After a passable burrito in a Mexican restaurant in the stock-car mecca of Talladega, the rains drifted east to Georgia and the pace quickened. Roads, however, were still damp, and it’s here I wished for antilock brakes, which are, bafflingly, not even available as an option. Small motorcycles are exceedingly sensitive to price, but at $4,999 the R3 is inexpensive enough that even as an option the additional cost of ABS would not feel exorbitant. Honda’s CBR300R is $5,199 with ABS, but, while a very good machine, its horsepower is in the mid-20s, while the R3, along with the $5,799 Kawasaki Ninja 300 ABS, boasts numbers in the mid-30s. (The non-ABS Ninja is $5,399.) The R3’s natural competitor in the marketplace is the Ninja, and I suspect ABS could have been added and the price could still undercut the ABS-equipped Ninja.

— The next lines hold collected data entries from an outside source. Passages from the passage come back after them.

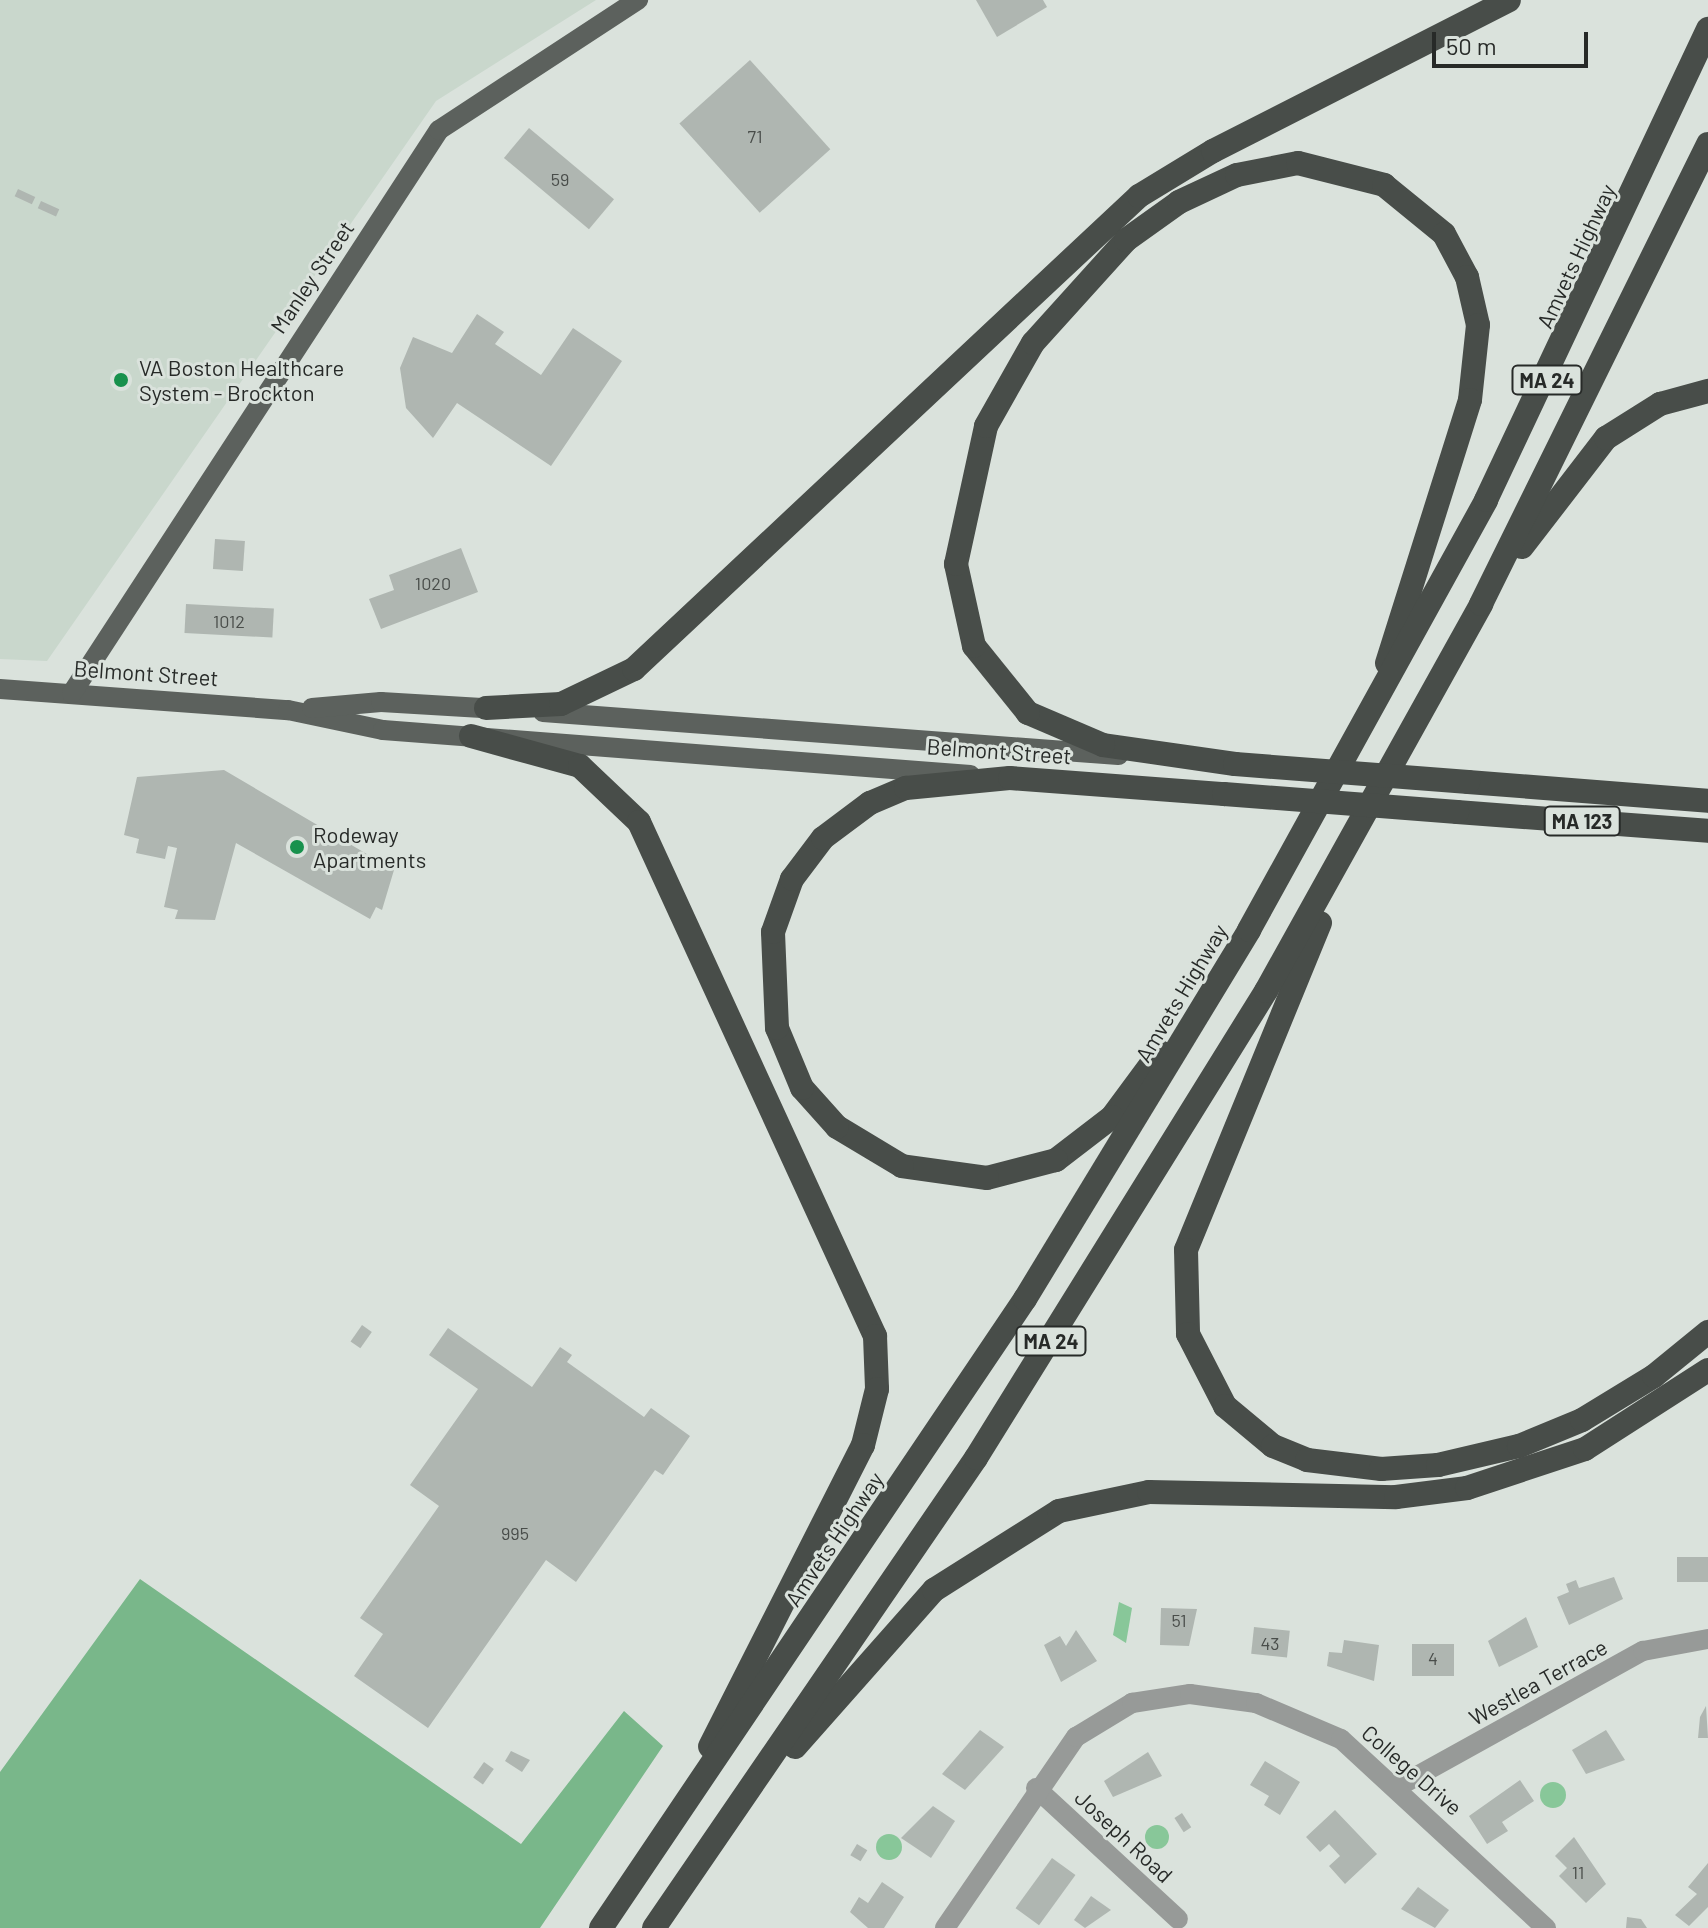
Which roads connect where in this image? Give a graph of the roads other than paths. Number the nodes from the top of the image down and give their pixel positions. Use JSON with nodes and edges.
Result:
{"nodes":[{"id":1,"x":638,"y":0,"type":"edge"},
{"id":2,"x":1509,"y":0,"type":"edge"},
{"id":3,"x":1708,"y":29,"type":"edge"},
{"id":4,"x":1708,"y":144,"type":"edge"},
{"id":5,"x":1708,"y":391,"type":"edge"},
{"id":6,"x":1481,"y":604,"type":"junction"},
{"id":7,"x":0,"y":689,"type":"edge"},
{"id":8,"x":72,"y":693,"type":"junction"},
{"id":9,"x":486,"y":708,"type":"junction"},
{"id":10,"x":288,"y":710,"type":"junction"},
{"id":11,"x":1367,"y":722,"type":"junction"},
{"id":12,"x":471,"y":736,"type":"junction"},
{"id":13,"x":1186,"y":760,"type":"junction"},
{"id":14,"x":1010,"y":778,"type":"junction"},
{"id":15,"x":1705,"y":801,"type":"edge"},
{"id":16,"x":1364,"y":817,"type":"junction"},
{"id":17,"x":1700,"y":832,"type":"edge"},
{"id":18,"x":1249,"y":930,"type":"junction"},
{"id":19,"x":1708,"y":1332,"type":"edge"},
{"id":20,"x":1708,"y":1370,"type":"edge"},
{"id":21,"x":1708,"y":1639,"type":"edge"},
{"id":22,"x":1399,"y":1786,"type":"junction"},
{"id":23,"x":1036,"y":1788,"type":"junction"},
{"id":24,"x":672,"y":1824,"type":"junction"},
{"id":25,"x":711,"y":1847,"type":"junction"},
{"id":26,"x":1178,"y":1919,"type":"dead end"},
{"id":27,"x":601,"y":1928,"type":"edge"},
{"id":28,"x":654,"y":1928,"type":"edge"},
{"id":29,"x":945,"y":1928,"type":"edge"},
{"id":30,"x":1546,"y":1928,"type":"edge"}],
"edges":[{"from":1,"to":8,"type":"main road","name":"Manley Street"},
{"from":2,"to":9,"type":"highway"},
{"from":3,"to":11,"type":"highway","name":"Amvets Highway","number":"MA 24"},
{"from":4,"to":6,"type":"highway","number":"MA 24"},
{"from":5,"to":6,"type":"highway"},
{"from":6,"to":16,"type":"highway","number":"MA 24"},
{"from":7,"to":8,"type":"main road","name":"Belmont Street","number":"MA 123"},
{"from":8,"to":10,"type":"main road","name":"Belmont Street","number":"MA 123"},
{"from":9,"to":10,"type":"main road","name":"Belmont Street","number":"MA 123"},
{"from":9,"to":13,"type":"main road","name":"Belmont Street","number":"MA 123"},
{"from":10,"to":12,"type":"main road","name":"Belmont Street","number":"MA 123"},
{"from":11,"to":13,"type":"highway"},
{"from":11,"to":18,"type":"highway","name":"Amvets Highway","number":"MA 24"},
{"from":12,"to":14,"type":"main road","name":"Belmont Street","number":"MA 123"},
{"from":12,"to":24,"type":"highway"},
{"from":13,"to":15,"type":"highway","name":"Belmont Street","number":"MA 123","bridge":true},
{"from":14,"to":17,"type":"highway","name":"Belmont Street","number":"MA 123","bridge":true},
{"from":14,"to":18,"type":"highway"},
{"from":16,"to":19,"type":"highway"},
{"from":16,"to":25,"type":"highway","number":"MA 24"},
{"from":18,"to":24,"type":"highway","name":"Amvets Highway","number":"MA 24"},
{"from":20,"to":25,"type":"highway"},
{"from":21,"to":22,"type":"street","name":"Westlea Terrace"},
{"from":22,"to":23,"type":"street","name":"College Drive"},
{"from":22,"to":30,"type":"street","name":"College Drive"},
{"from":23,"to":26,"type":"street","name":"Joseph Road"},
{"from":23,"to":29,"type":"street","name":"College Drive"},
{"from":24,"to":27,"type":"highway","name":"Amvets Highway","number":"MA 24"},
{"from":25,"to":28,"type":"highway","number":"MA 24"}]}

The next day the rains returned, which was doubly disappointing as we were off to Talladega Grand Prix raceway to ride the R3 (and the R1, too). And it was my birthday. Cowardly journalists such as Colin Fraser stayed under cover, but not wanting to let a downpour dampen my day, I suited up and hit the track. And what an odd track it was, with virtually no run-off in some corners and with pylons scattered along the edge of the track at random. At the end of my first lap a man standing in the middle of the track was frantically waving his hands at me. I’m going the wrong way? Ah, now it makes sense.

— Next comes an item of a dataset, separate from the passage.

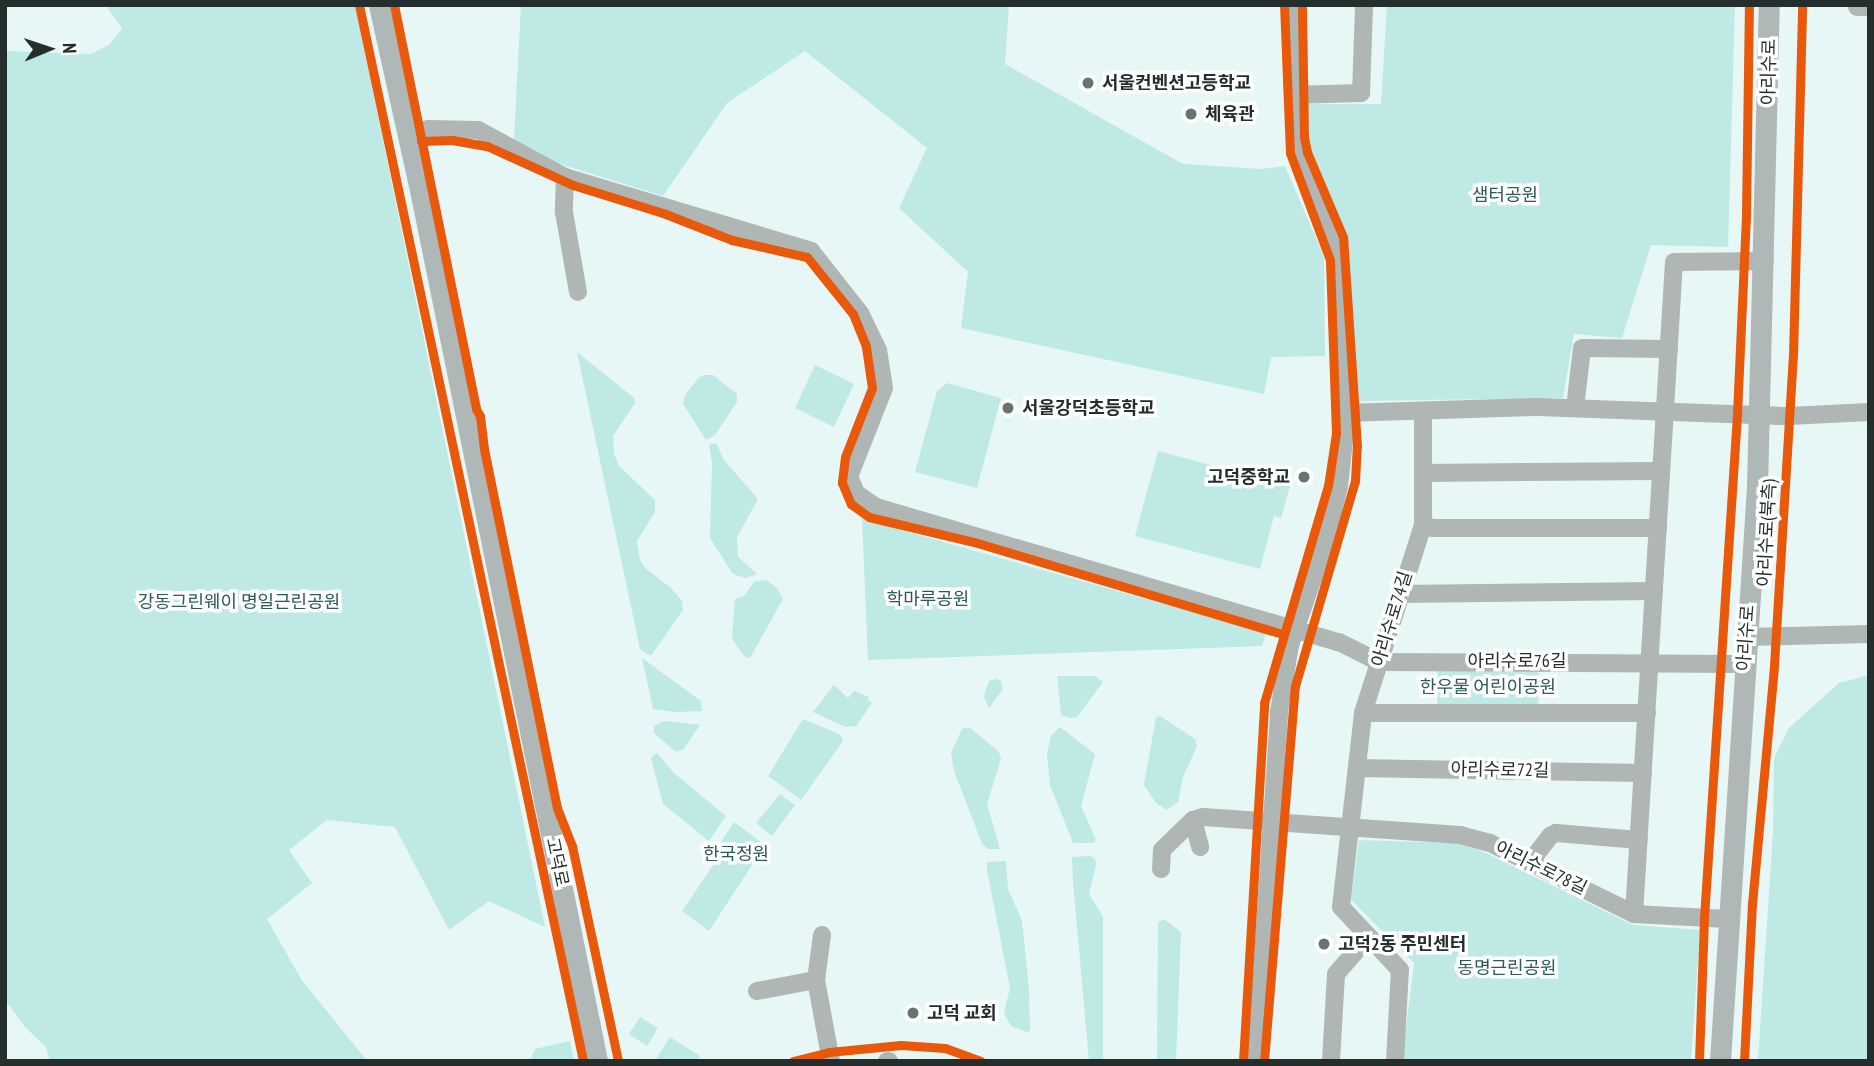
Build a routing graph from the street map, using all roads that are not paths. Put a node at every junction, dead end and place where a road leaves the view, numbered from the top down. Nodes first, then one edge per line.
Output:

Righted from my wrong, I discover that the track is a gem, with unbelievably grippy pavement, even in the wet. The track is not, however, very long, and on its modest back straightaway I was surprised to see 152 km/h in fourth gear. I have a pet theory that you can tell the inherent rightness of a motorcycle by how much confidence it gives you in the damp. (I posed my query to an engineer at a press event once and he grabbed a drink from a passing tray and fled.) After two days of riding the R3 in the rain, I can confirm that my theory holds water — the bike is absolutely as stable as it is nimble.
A telling moment about the merit of the R3 happened late on the day of our road ride. I was offered an FJ-09 but declined. I wasn’t yet finished with the R3. Sweet spot? Indeed.